• **SOURCE MATERIAL**
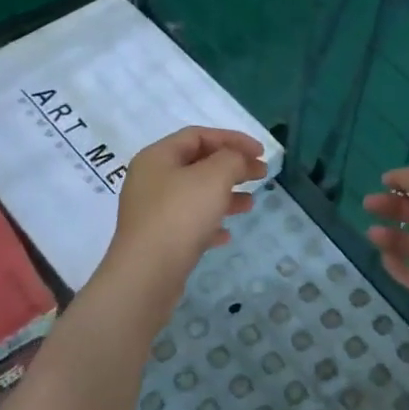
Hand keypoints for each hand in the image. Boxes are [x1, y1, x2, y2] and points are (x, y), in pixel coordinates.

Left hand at [101, 126, 265, 303]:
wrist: (147, 274)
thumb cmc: (180, 215)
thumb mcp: (213, 177)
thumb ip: (232, 159)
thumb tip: (238, 159)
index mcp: (157, 157)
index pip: (198, 135)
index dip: (232, 139)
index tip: (260, 153)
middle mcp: (151, 180)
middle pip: (197, 164)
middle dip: (232, 167)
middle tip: (261, 174)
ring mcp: (152, 211)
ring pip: (195, 195)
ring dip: (225, 196)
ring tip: (250, 204)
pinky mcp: (158, 239)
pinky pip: (188, 223)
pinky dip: (210, 223)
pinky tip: (226, 235)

• **INSTRUCTIONS TO FOLLOW**
Could you copy out every line in the material above that contains the string "thumb"?

• **ANSWER AREA**
thumb cmc: (180, 215)
thumb mcp: (213, 177)
thumb ip: (232, 159)
thumb tip: (238, 159)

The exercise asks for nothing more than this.